The problem »
Those lines of the following listing which contain the string "Parkway" should be returned.

Data shown »
════

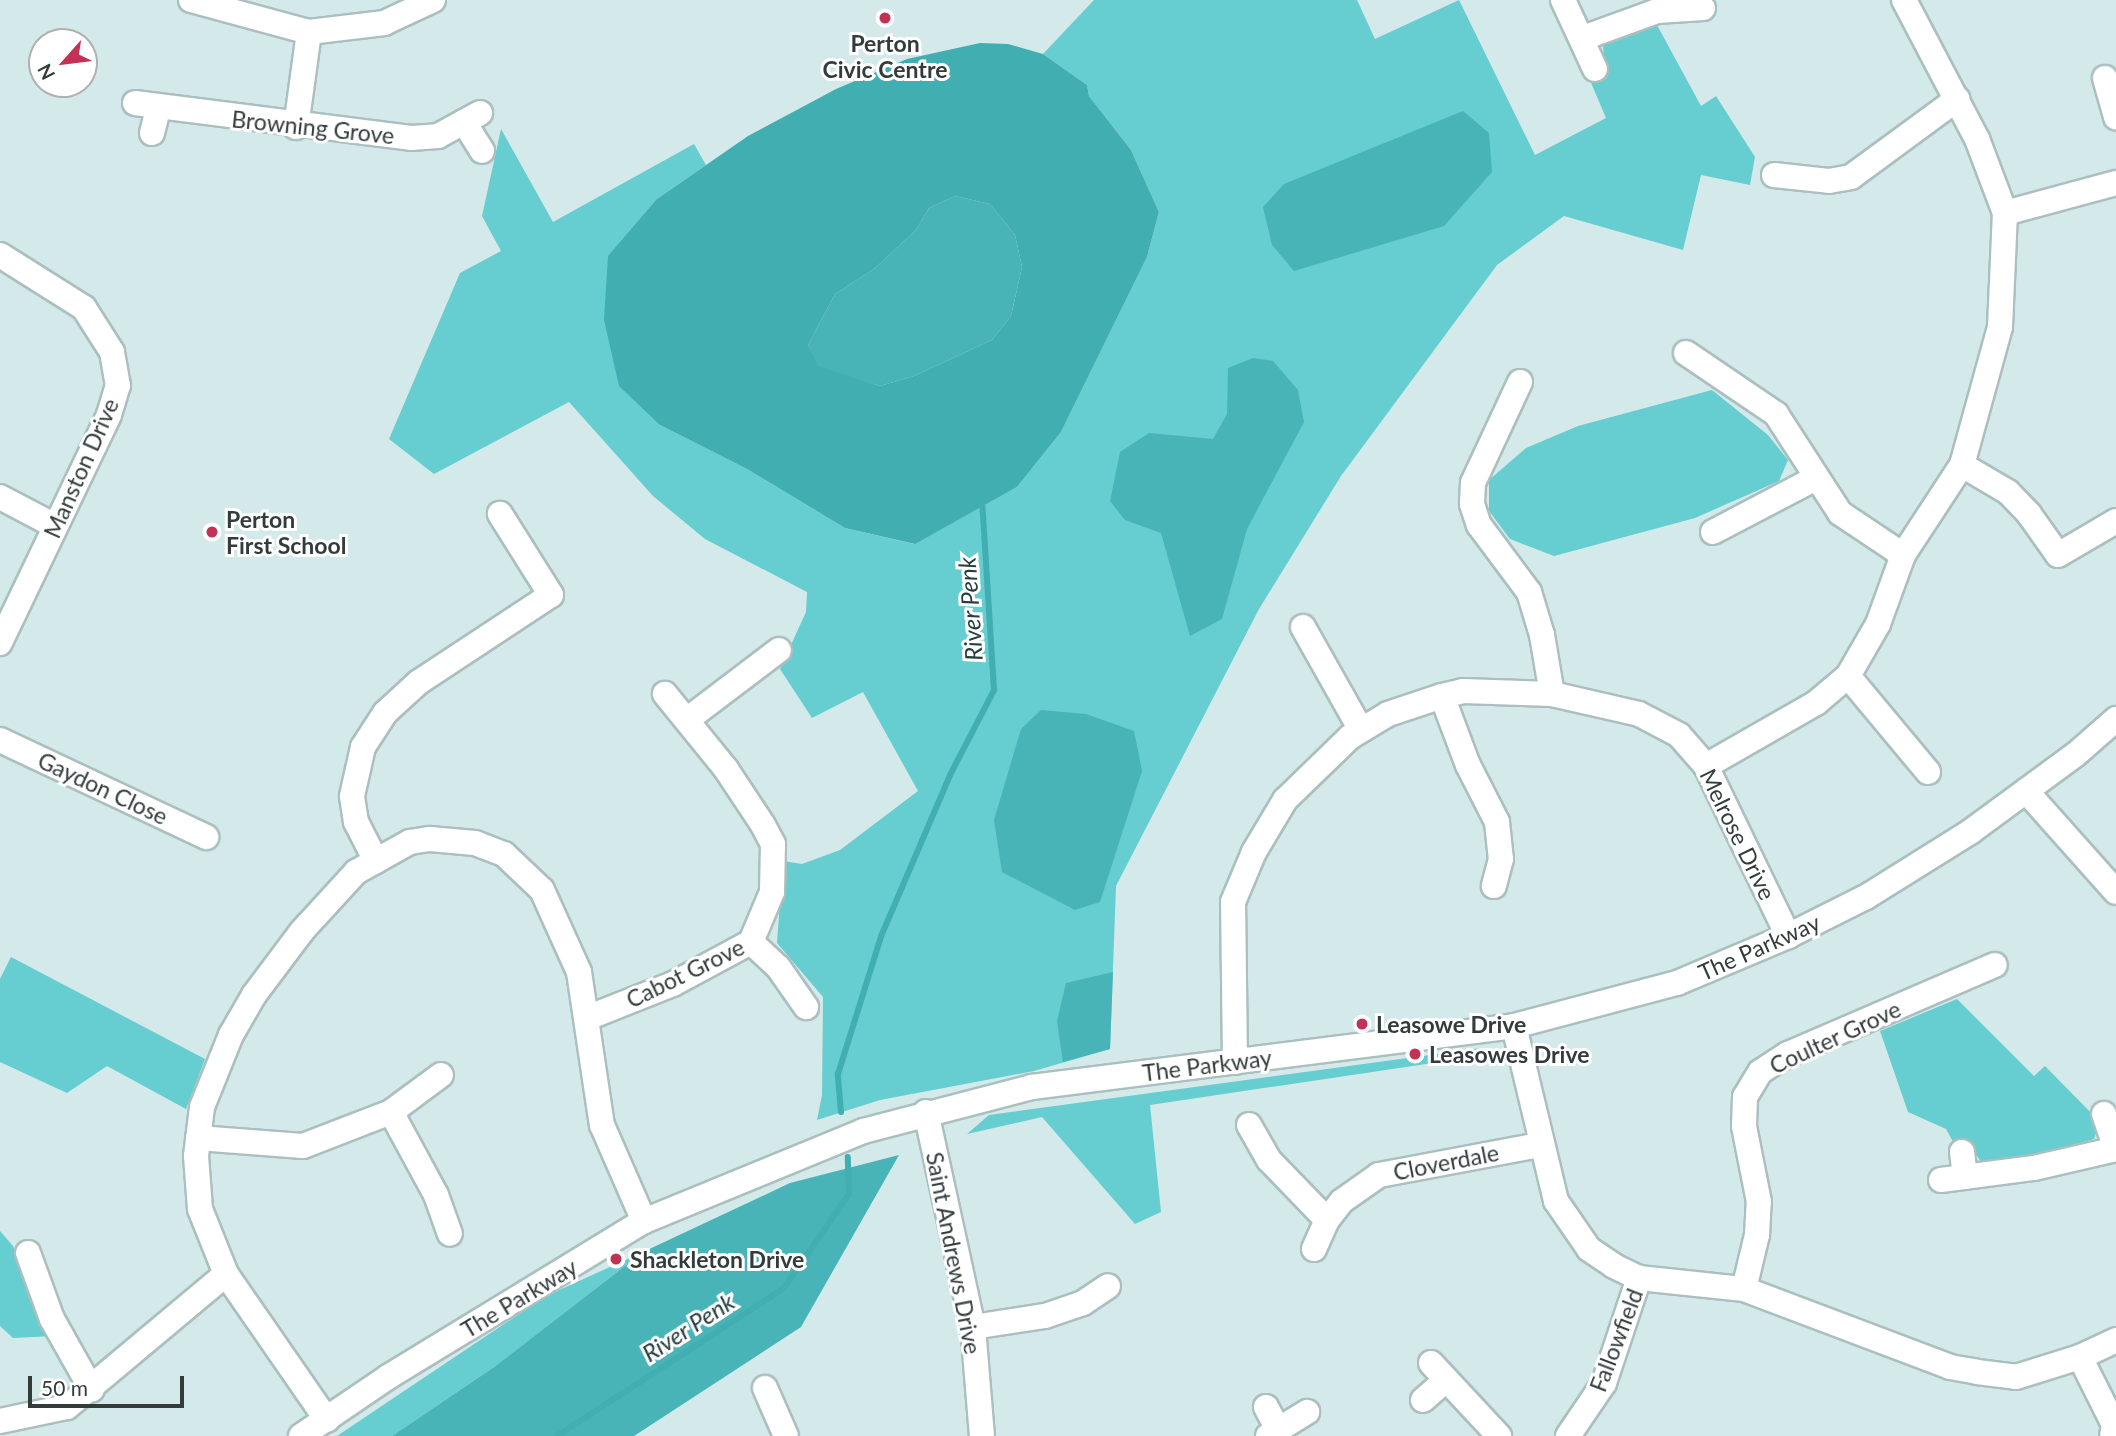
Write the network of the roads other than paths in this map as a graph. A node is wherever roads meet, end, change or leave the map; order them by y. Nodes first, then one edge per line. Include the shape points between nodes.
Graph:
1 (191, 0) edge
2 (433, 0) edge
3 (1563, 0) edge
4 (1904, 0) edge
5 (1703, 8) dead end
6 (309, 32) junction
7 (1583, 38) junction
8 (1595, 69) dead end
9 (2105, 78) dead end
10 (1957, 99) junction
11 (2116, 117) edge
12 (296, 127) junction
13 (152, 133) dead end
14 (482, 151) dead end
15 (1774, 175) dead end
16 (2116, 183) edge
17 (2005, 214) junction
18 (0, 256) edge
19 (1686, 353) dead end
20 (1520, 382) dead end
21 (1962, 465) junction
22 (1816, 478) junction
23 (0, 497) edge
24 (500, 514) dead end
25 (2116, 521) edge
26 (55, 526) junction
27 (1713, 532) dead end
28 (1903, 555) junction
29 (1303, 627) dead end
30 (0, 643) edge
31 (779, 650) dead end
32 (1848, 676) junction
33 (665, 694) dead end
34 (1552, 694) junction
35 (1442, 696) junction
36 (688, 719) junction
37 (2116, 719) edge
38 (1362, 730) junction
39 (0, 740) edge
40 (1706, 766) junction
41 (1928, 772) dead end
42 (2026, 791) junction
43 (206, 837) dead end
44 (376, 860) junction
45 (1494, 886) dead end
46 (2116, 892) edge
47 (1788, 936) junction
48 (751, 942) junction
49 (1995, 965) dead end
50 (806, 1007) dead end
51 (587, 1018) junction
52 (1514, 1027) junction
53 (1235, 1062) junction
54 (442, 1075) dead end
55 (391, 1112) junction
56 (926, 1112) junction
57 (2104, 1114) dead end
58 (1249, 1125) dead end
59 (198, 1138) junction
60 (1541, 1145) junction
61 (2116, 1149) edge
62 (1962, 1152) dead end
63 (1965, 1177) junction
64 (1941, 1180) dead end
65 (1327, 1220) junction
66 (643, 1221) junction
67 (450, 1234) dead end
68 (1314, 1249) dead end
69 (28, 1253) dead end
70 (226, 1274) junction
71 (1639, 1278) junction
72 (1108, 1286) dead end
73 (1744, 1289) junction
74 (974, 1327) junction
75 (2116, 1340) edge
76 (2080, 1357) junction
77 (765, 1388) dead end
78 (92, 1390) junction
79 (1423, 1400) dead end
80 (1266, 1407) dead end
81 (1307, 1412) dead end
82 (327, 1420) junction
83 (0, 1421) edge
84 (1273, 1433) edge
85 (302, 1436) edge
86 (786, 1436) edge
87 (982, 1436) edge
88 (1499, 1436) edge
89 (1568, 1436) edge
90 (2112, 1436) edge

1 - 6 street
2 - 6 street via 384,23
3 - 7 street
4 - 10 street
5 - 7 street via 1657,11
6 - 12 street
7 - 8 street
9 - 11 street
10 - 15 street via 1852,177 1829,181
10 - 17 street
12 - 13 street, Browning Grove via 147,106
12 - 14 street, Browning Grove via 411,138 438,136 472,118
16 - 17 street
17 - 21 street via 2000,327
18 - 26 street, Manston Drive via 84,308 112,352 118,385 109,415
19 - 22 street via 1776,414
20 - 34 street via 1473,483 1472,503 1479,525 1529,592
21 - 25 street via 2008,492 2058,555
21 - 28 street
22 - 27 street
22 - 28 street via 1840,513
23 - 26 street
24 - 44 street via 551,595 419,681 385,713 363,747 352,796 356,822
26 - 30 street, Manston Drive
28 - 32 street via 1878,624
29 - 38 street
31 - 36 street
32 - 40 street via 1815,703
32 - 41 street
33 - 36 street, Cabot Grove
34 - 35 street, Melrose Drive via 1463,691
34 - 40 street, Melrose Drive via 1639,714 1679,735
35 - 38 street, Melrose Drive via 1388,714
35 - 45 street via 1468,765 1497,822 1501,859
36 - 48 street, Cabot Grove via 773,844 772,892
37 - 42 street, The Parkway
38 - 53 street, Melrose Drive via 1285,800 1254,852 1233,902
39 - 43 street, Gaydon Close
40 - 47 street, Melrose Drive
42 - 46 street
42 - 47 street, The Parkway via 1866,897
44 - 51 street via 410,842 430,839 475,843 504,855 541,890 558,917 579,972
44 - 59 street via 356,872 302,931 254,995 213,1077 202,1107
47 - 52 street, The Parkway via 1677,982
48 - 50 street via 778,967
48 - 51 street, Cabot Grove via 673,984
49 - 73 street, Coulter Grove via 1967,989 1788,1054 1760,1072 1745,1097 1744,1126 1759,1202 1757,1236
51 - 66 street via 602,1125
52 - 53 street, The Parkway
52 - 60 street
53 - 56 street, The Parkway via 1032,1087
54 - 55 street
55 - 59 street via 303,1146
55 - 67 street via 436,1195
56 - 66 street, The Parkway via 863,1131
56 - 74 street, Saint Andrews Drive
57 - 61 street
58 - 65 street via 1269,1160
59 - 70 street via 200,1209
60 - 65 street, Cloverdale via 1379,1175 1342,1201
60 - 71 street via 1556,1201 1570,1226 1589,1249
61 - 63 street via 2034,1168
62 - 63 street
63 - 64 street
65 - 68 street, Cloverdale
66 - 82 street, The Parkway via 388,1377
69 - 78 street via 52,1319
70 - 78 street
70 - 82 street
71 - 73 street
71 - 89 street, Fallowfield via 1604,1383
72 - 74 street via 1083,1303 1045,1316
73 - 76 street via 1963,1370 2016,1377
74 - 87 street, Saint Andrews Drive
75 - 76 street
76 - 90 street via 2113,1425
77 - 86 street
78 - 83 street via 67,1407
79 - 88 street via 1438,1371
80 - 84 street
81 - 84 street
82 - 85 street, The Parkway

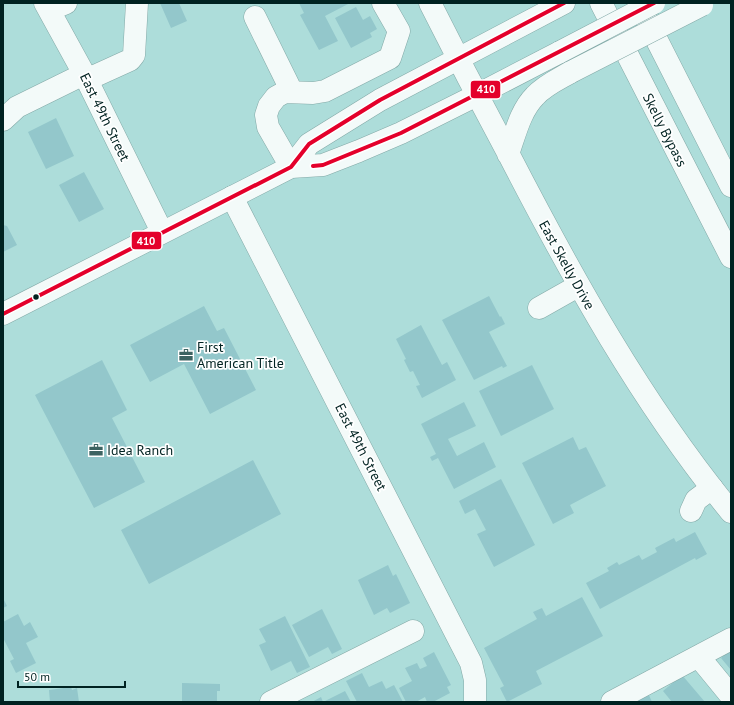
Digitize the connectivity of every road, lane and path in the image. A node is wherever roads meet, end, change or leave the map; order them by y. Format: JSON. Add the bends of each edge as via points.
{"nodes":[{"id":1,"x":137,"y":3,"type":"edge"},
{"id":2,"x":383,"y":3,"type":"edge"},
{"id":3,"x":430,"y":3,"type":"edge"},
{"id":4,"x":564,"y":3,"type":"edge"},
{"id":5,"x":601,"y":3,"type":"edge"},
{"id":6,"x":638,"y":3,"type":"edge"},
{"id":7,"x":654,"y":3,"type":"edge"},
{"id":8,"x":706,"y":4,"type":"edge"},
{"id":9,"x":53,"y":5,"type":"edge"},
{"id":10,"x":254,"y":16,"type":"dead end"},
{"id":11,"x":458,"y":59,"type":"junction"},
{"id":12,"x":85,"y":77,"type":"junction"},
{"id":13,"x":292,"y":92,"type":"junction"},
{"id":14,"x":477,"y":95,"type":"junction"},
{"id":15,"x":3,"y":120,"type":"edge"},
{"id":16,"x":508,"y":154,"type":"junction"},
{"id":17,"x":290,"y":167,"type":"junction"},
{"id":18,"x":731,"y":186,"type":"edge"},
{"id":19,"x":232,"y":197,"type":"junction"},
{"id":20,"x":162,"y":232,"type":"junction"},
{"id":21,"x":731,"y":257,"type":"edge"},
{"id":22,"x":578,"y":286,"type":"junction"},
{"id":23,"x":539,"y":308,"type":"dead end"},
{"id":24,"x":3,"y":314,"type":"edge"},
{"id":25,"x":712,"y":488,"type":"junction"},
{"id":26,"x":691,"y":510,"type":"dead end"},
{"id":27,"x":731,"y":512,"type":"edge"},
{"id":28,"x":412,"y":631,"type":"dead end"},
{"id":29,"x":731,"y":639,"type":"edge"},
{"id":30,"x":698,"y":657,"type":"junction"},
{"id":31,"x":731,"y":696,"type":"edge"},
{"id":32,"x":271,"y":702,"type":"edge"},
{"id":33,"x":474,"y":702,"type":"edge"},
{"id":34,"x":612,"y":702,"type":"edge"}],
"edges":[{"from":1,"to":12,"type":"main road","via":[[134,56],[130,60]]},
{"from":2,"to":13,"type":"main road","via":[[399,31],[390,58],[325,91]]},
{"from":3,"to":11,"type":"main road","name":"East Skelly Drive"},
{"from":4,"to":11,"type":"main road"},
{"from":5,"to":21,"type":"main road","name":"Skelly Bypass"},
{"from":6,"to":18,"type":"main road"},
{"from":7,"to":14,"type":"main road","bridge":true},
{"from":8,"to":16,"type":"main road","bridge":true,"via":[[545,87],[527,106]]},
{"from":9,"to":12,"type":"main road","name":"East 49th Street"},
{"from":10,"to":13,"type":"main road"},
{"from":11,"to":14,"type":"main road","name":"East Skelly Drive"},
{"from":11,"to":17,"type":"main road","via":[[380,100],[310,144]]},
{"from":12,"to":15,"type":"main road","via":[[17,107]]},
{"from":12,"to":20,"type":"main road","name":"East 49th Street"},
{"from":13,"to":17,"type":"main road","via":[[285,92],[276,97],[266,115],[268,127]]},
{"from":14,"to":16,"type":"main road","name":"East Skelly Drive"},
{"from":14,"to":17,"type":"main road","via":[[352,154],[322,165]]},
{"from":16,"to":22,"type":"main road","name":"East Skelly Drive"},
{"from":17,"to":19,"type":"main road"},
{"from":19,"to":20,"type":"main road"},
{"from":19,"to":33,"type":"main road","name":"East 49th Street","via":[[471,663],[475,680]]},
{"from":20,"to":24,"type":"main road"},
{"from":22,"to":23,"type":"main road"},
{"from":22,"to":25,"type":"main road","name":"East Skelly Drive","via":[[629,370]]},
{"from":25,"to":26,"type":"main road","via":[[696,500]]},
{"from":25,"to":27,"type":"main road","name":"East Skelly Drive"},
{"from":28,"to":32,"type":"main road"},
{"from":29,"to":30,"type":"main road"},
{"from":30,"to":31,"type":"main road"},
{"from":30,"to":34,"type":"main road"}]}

════

Exercise solution »
37 - 42 street, The Parkway
42 - 47 street, The Parkway via 1866,897
47 - 52 street, The Parkway via 1677,982
52 - 53 street, The Parkway
53 - 56 street, The Parkway via 1032,1087
56 - 66 street, The Parkway via 863,1131
66 - 82 street, The Parkway via 388,1377
82 - 85 street, The Parkway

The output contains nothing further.